As the magazine describes it, the province’s land tenure, leasing and royalty systems all work together for the industry’s good. The generous royalty program in BC, most notably, by allowing companies to pay their royalties in kind by building roads and infrastructure…to new industry gas and pipeline projects.

 
But BC’s poor record of public consultation, combined with its anemic oversight structure, is starting to anger the masses.
 
The BCTWA press release quotes independent MLA Bob Simpson, one of the voices calling for a provincial investigation into the process, saying,
“Despite the Minister’s promise, the Oil & Gas Commission approved the pipeline without consulting the public and before the water licenses were even approved. The this week a water license was approved without any notification to the public, let alone holding ‘extensive’ consultations and discussions.”

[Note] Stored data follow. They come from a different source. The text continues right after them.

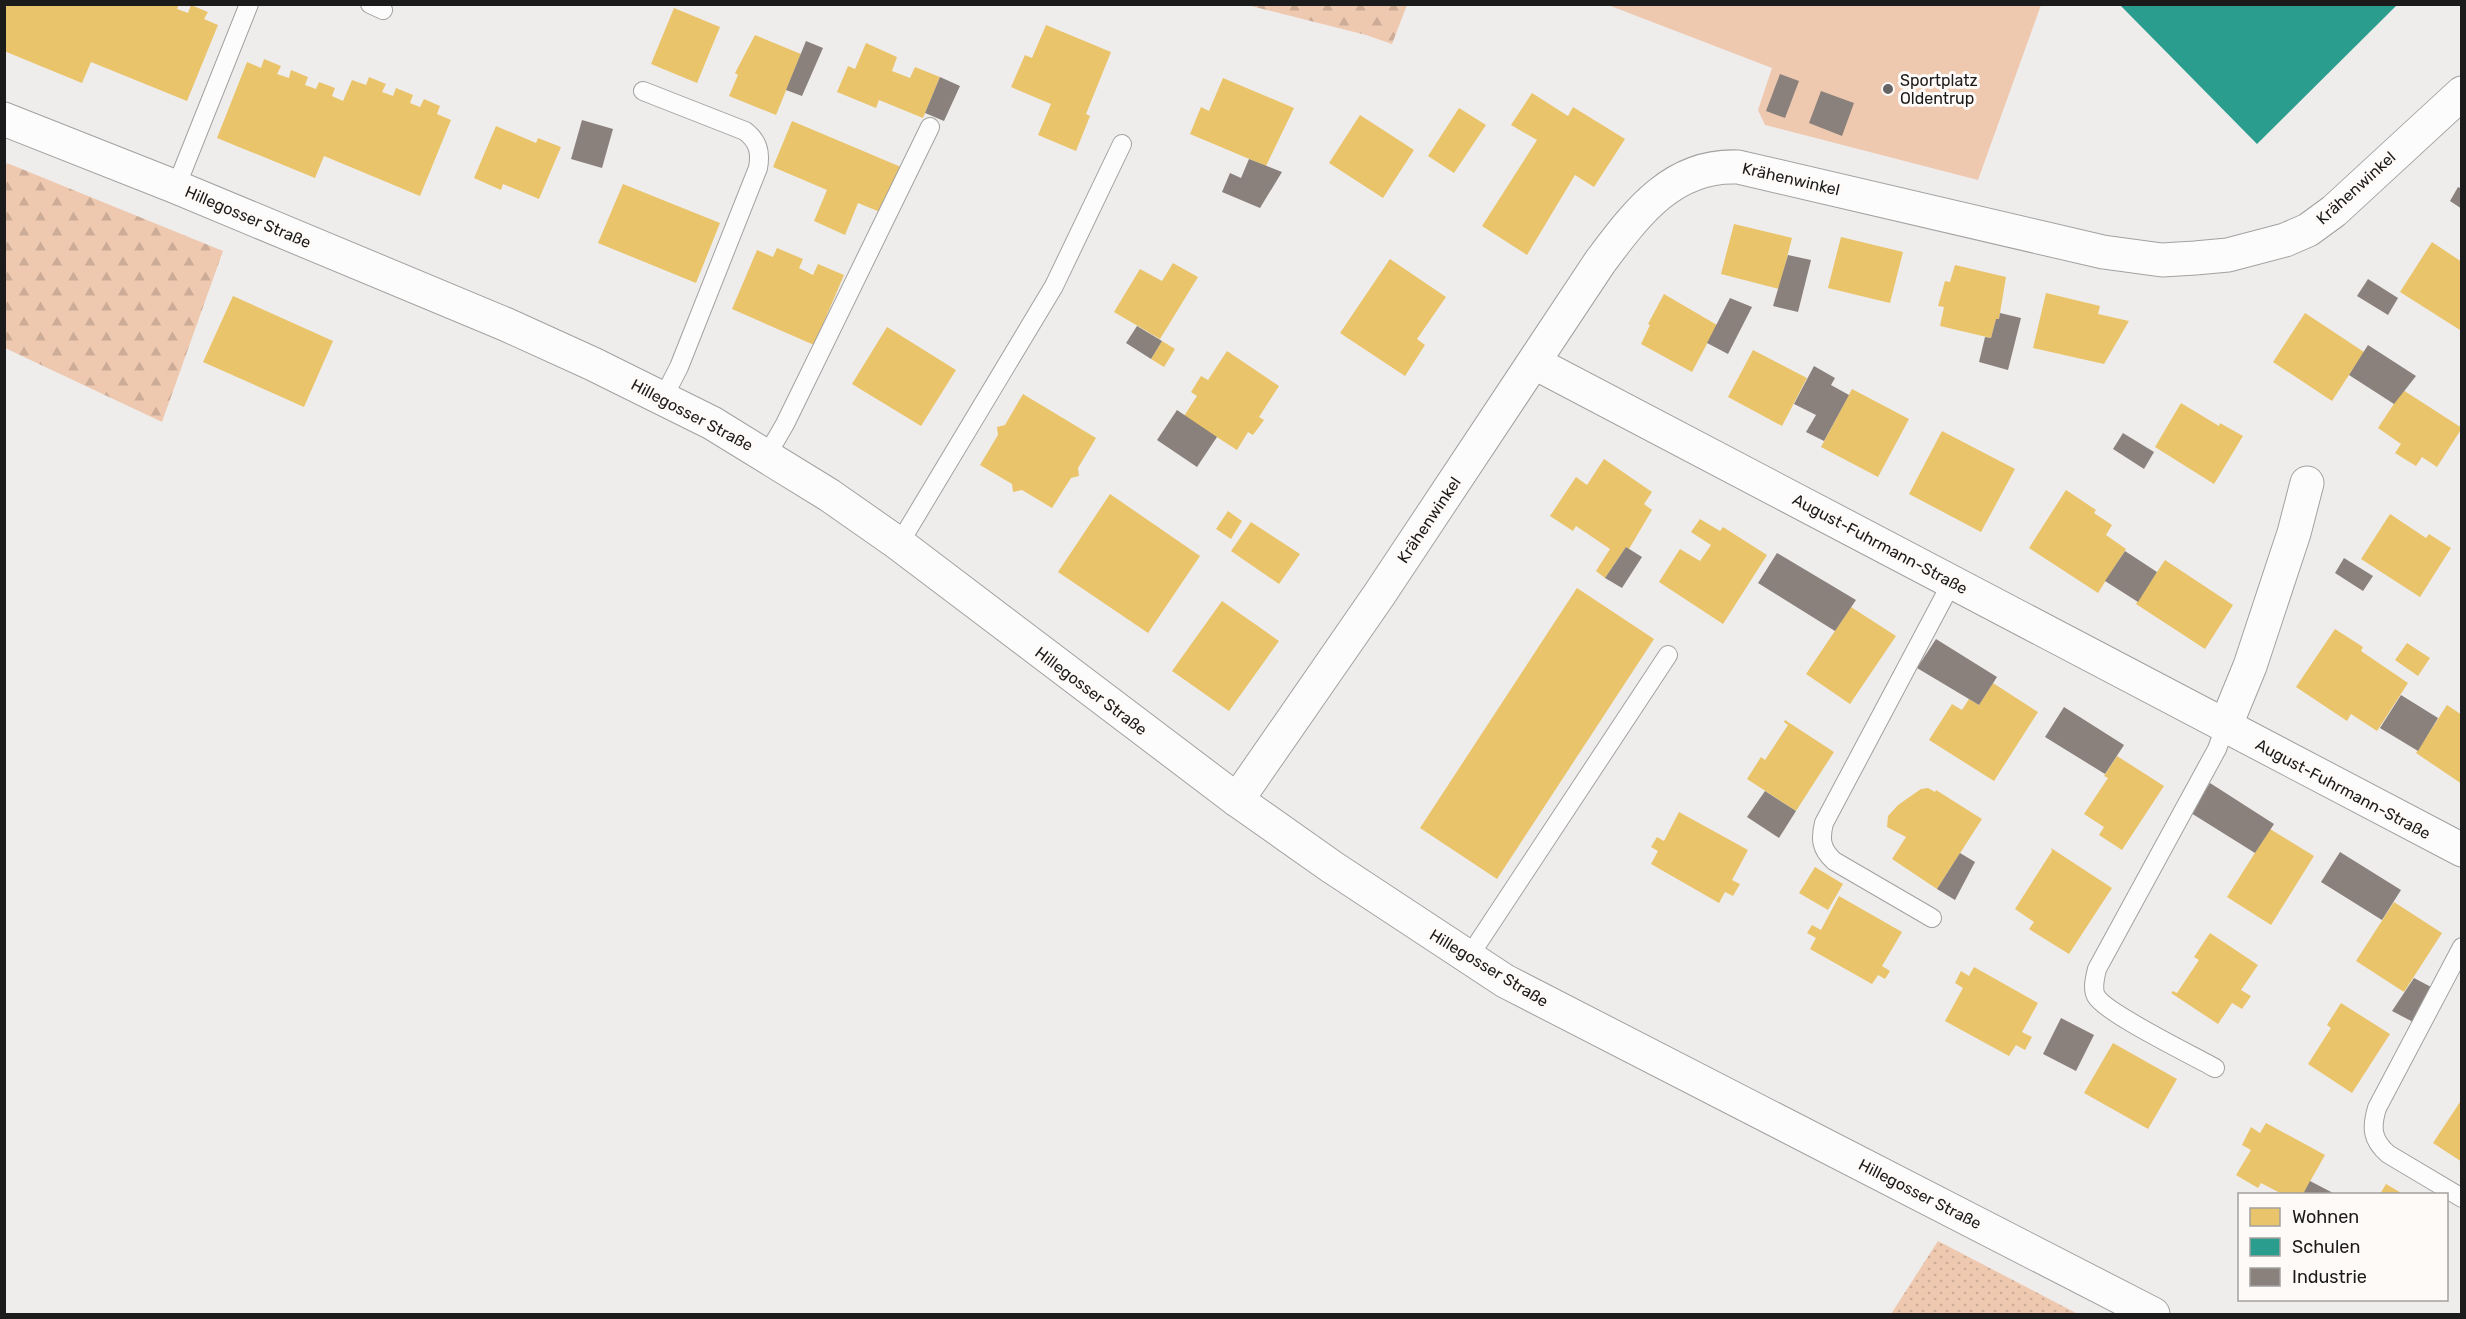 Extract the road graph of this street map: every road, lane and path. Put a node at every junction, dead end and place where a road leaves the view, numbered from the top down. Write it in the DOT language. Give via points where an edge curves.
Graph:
graph roads {
  1 [pos="249,4"];
  2 [pos="643,91"];
  3 [pos="2462,93"];
  4 [pos="4,119"];
  5 [pos="930,128"];
  6 [pos="1122,144"];
  7 [pos="176,187"];
  8 [pos="1534,363"];
  9 [pos="663,398"];
  10 [pos="767,455"];
  11 [pos="2307,483"];
  12 [pos="898,544"];
  13 [pos="1952,582"];
  14 [pos="1668,655"];
  15 [pos="2226,727"];
  16 [pos="1237,800"];
  17 [pos="2462,850"];
  18 [pos="1932,918"];
  19 [pos="2462,947"];
  20 [pos="1468,958"];
  21 [pos="2215,1068"];
  22 [pos="2462,1198"];
  23 [pos="2153,1314"];
  1 -- 7 [label="lane"];
  2 -- 9 [label="lane" via="745,131 754,138 760,156 679,367"];
  3 -- 8 [label="street, Krähenwinkel" via="2334,211 2308,230 2256,249 2195,258 2162,260 2103,252 1720,166 1672,184 1650,200 1600,262"];
  4 -- 7 [label="street, Hillegosser Straße"];
  5 -- 10 [label="lane"];
  6 -- 12 [label="lane" via="1054,286"];
  7 -- 9 [label="street, Hillegosser Straße" via="505,324"];
  8 -- 13 [label="street, August-Fuhrmann-Straße"];
  8 -- 16 [label="street, Krähenwinkel"];
  9 -- 10 [label="street, Hillegosser Straße"];
  10 -- 12 [label="street, Hillegosser Straße"];
  11 -- 15 [label="street" via="2294,533"];
  12 -- 16 [label="street, Hillegosser Straße"];
  13 -- 15 [label="street, August-Fuhrmann-Straße"];
  13 -- 18 [label="lane" via="1821,835 1823,848 1834,861"];
  14 -- 20 [label="lane"];
  15 -- 17 [label="street, August-Fuhrmann-Straße"];
  15 -- 21 [label="lane" via="2097,969 2094,982 2095,994 2109,1010"];
  16 -- 20 [label="street, Hillegosser Straße"];
  19 -- 22 [label="lane" via="2377,1108 2373,1135 2388,1154"];
  20 -- 23 [label="street, Hillegosser Straße" via="1604,1034"];
} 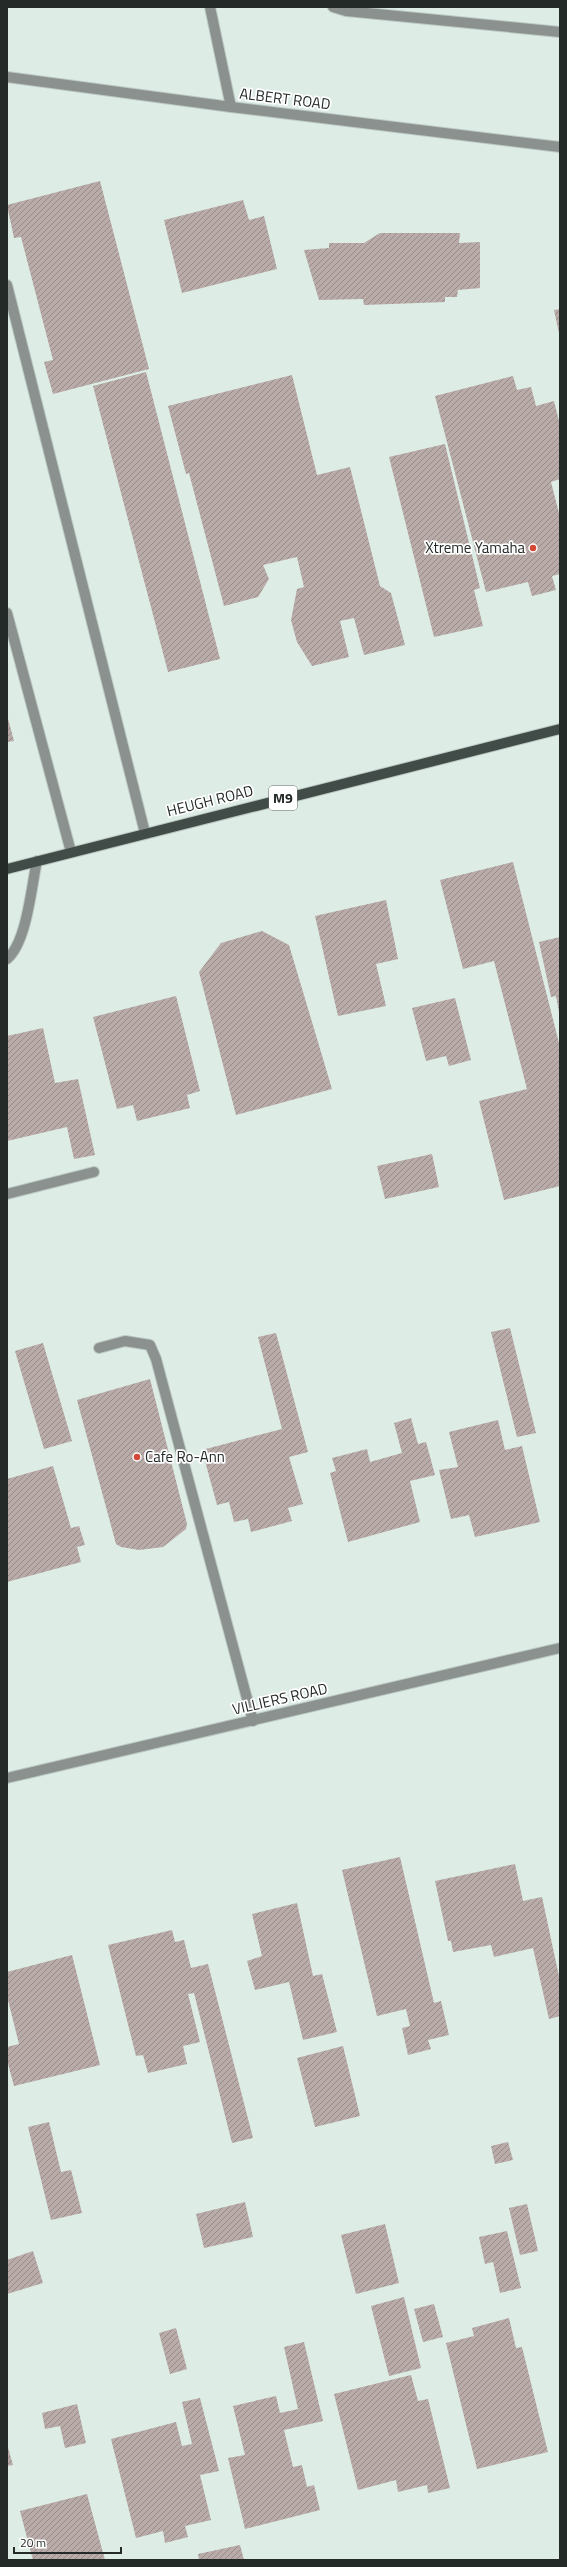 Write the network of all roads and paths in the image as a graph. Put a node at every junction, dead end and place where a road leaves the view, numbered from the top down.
1 (210, 7) edge
2 (333, 7) edge
3 (560, 32) edge
4 (7, 77) edge
5 (231, 107) junction
6 (560, 147) edge
7 (7, 284) edge
8 (7, 613) edge
9 (560, 729) edge
10 (145, 833) junction
11 (71, 852) junction
12 (37, 861) junction
13 (7, 869) edge
14 (7, 959) edge
15 (94, 1172) dead end
16 (7, 1194) edge
17 (98, 1348) dead end
18 (560, 1648) edge
19 (253, 1721) junction
20 (7, 1778) edge

1 - 5 street
2 - 3 street
4 - 5 street, ALBERT ROAD
5 - 6 street, ALBERT ROAD
7 - 10 street
8 - 11 street
9 - 10 main road, HEUGH ROAD / M9
10 - 11 main road, HEUGH ROAD / M9
11 - 12 main road, HEUGH ROAD / M9
12 - 13 main road, HEUGH ROAD / M9
12 - 14 street
15 - 16 street
17 - 19 street
18 - 19 street, VILLIERS ROAD
19 - 20 street, VILLIERS ROAD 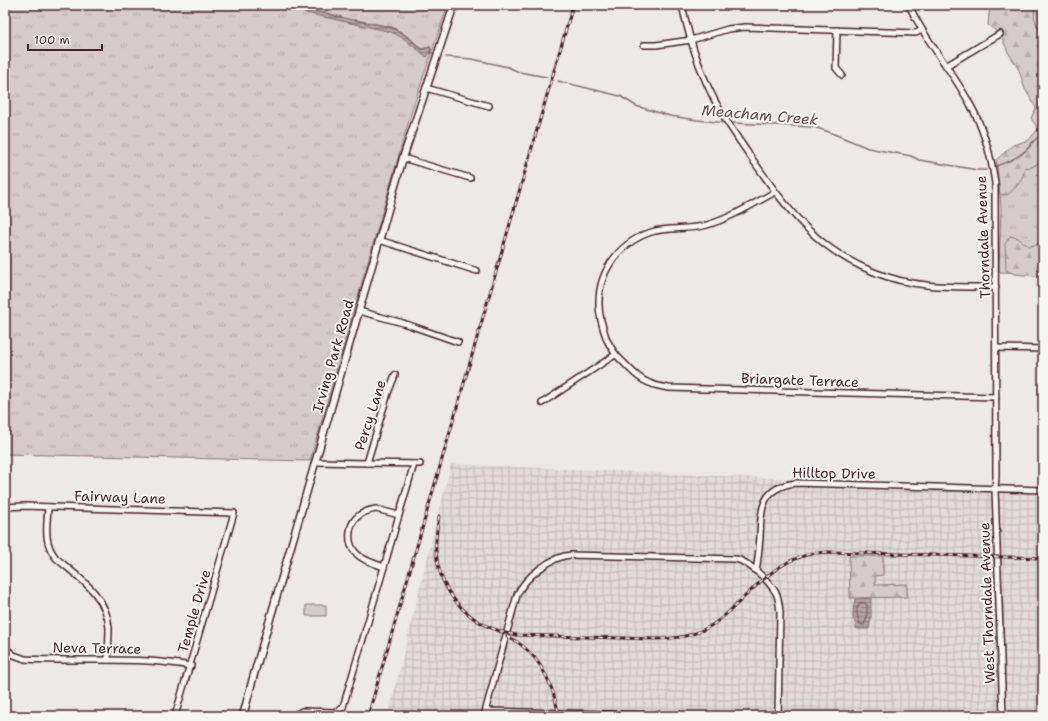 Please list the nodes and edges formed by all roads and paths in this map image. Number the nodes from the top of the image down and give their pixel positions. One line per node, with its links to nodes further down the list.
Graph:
1 (454, 5): 11 (main road, Irving Park Road)
2 (682, 5): 7 (street)
3 (909, 5): 5 (street, Thorndale Avenue)
4 (836, 30): 5 (street); 7 (street); 10 (street)
5 (922, 30): 9 (street, Thorndale Avenue)
6 (1000, 34): 9 (street)
7 (691, 40): 8 (street); 15 (street)
8 (644, 45)
9 (946, 66): 18 (street, Thorndale Avenue)
10 (842, 75)
11 (426, 88): 12 (street); 13 (main road, Irving Park Road)
12 (488, 106)
13 (403, 158): 14 (street); 16 (main road, Irving Park Road)
14 (470, 178)
15 (775, 192): 18 (street); 23 (street, Briargate Terrace)
16 (378, 240): 17 (street); 19 (main road, Irving Park Road)
17 (477, 271)
18 (996, 287): 21 (street, Thorndale Avenue)
19 (359, 311): 20 (street); 27 (main road, Irving Park Road)
20 (458, 342)
21 (996, 348): 22 (street); 25 (street, Thorndale Avenue)
22 (1043, 349)
23 (616, 355): 25 (street, Briargate Terrace); 26 (street)
24 (395, 375): 28 (street, Percy Lane)
25 (996, 397): 31 (street, Thorndale Avenue)
26 (542, 403)
27 (315, 462): 28 (street); 44 (main road, Irving Park Road)
28 (367, 463): 29 (street)
29 (414, 464): 30 (street); 36 (street)
30 (420, 464)
31 (995, 489): 32 (street, Hilltop Drive); 38 (street, Hilltop Drive); 50 (street, West Thorndale Avenue)
32 (1043, 490)
33 (5, 507): 34 (street, Fairway Lane)
34 (48, 507): 35 (street, Fairway Lane); 40 (street)
35 (234, 513): 41 (street, Temple Drive)
36 (399, 515): 37 (street); 37 (street)
37 (384, 567): 45 (street)
38 (756, 571): 42 (street); 47 (street)
39 (5, 648): 40 (street, Neva Terrace)
40 (108, 660): 41 (street, Neva Terrace)
41 (191, 666): 43 (street, Temple Drive)
42 (485, 714): 46 (street)
43 (175, 716)
44 (243, 716)
45 (293, 716)
46 (680, 716)
47 (778, 716)
48 (889, 716): 49 (street)
49 (895, 716)
50 (1003, 716)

Instances such as the Williston Reservoir pipeline demonstrate the “complete absence of public policy guiding BC’s natural gas industry,” says the BCTWA.
 
The press release adds that although Talisman Energy originally agreed to be interviewed by Global TV, the company later refused to participate. 
 
Will Koop, Coordinator of the BCTWA, is demanding reparations. “Mr. Coleman misled the Speak of the House, the Legislative Assembly and the public in its court of law. The Minister’s misgivings and sorry excuse in 16:9’s interview about granting the 20-year contracts on a topic rife with controversy, amidst growing public awareness without public planning, is utterly inexcusable,” said Koop in the press release.
 
“Mr. Coleman failed the public. The Premier must not only call for his resignation, but enact our request for a public inquiry and a moratorium on fracking in BC.”
 

The BCTWA has been at the helm of other meaningful calls for accountability on behalf of the BC government. Let’s hope this time their concerns are more meaningfully heeded.